WTTC Issues Guidelines for Safe and Seamless Travel During COVID-19 Recovery

The World Travel & Tourism Council (WTTC) has laid out a new series of guidelines as part of its Safe and Seamless Traveler Journey (SSTJ).

The organization has identified five critical calls to action to governments around the world amid the COVID-19 pandemic, including supporting a rapid testing and contact tracing strategy to help contain the spread of coronavirus.

The WTTC is also urging collaboration to allow “approved travelers” to visit multiple destinations via a single process and risk assessment framework and advocating for travel “bubbles” or “tourism corridors” between low-risk areas and regions, which it believes could help to limit testing requirements and support the industry’s recovery.

As it has in the past, the council is calling for the removal of blanket travel advisories and recommendations against non-essential international travel. Finally, the WTTC is encouraging support for a global standard of traveler health insurance.
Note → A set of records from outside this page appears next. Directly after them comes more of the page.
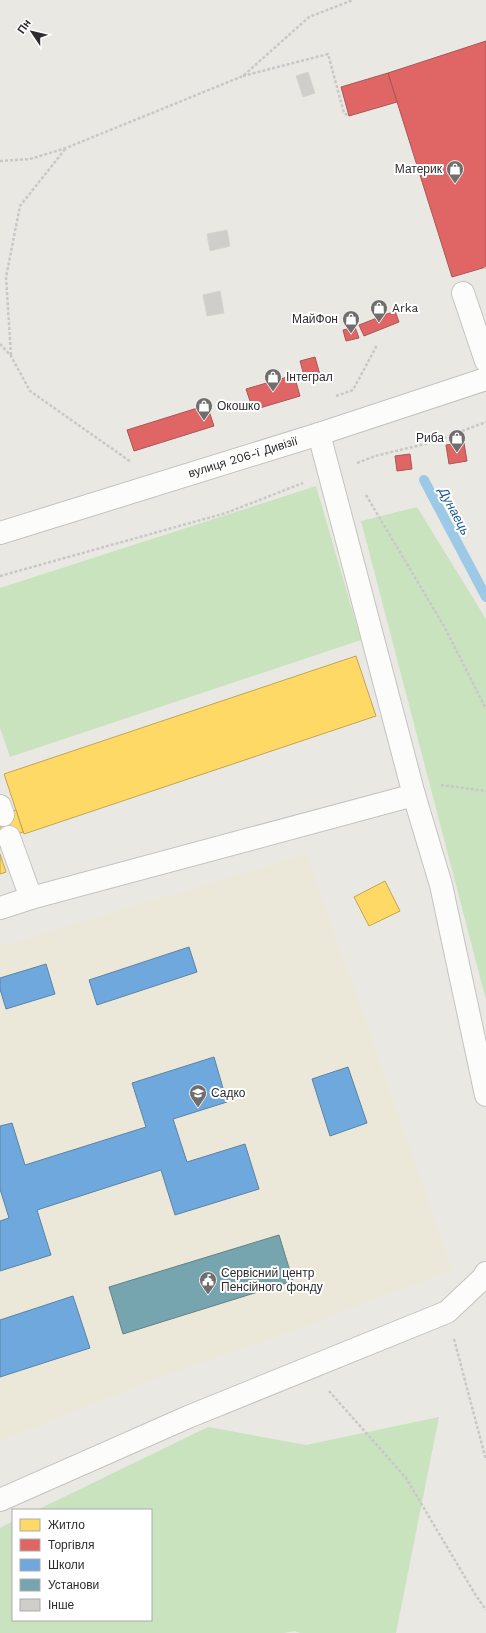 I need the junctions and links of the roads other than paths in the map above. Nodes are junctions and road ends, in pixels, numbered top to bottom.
1 (463, 293) dead end
2 (486, 361) edge
3 (486, 379) edge
4 (319, 434) junction
5 (0, 533) edge
6 (412, 788) junction
7 (9, 837) dead end
8 (31, 898) junction
9 (0, 908) edge
10 (486, 1095) edge
11 (486, 1273) edge
12 (0, 1500) edge

1 - 2 street
3 - 4 street, вулиця 206-ї Дивізії
4 - 5 street, вулиця 206-ї Дивізії
4 - 6 street
6 - 8 street
6 - 10 street
7 - 8 street
8 - 9 street
11 - 12 street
“The safety and hygiene of travelers are paramount. This is why our new guidelines for Safe and Seamless Travel including testing and tracing, are designed to assist in the recovery of travel and tourism through the identification and/or isolation of infected travelers,” said WTTC President and CEO Gloria Guevara in a statement. “This is consistent with advice from WHO and other leading health authorities that the best way to control and reduce the spread of the COVID-19 virus, is through early identification of carriers to ensure they don’t travel.”

“The new WTTC guidelines mean that we can now replace the confusing mix of different measures including highly-damaging quarantines, which currently exist, to offer confidence to travelers and governments alike while protecting public health,” she added. “Travel ‘bubbles’ or ‘corridors’ between low-risk COVID-19 areas/zones or countries will also help limit testing requirements for travelers and support efforts by governments and private businesses working in partnership together to stimulate traveler demand.”

The latest guidelines come at a time when demand for travel is on the rise. According to a recent survey conducted by medical, security, evacuation, travel risk and crisis management service provider Global Rescue, nearly 80 percent of members expect to return to the airways and roadways, while 91 percent of respondents said that they are willing to share personal medical history and their travel plans as a pre-condition to resuming travel.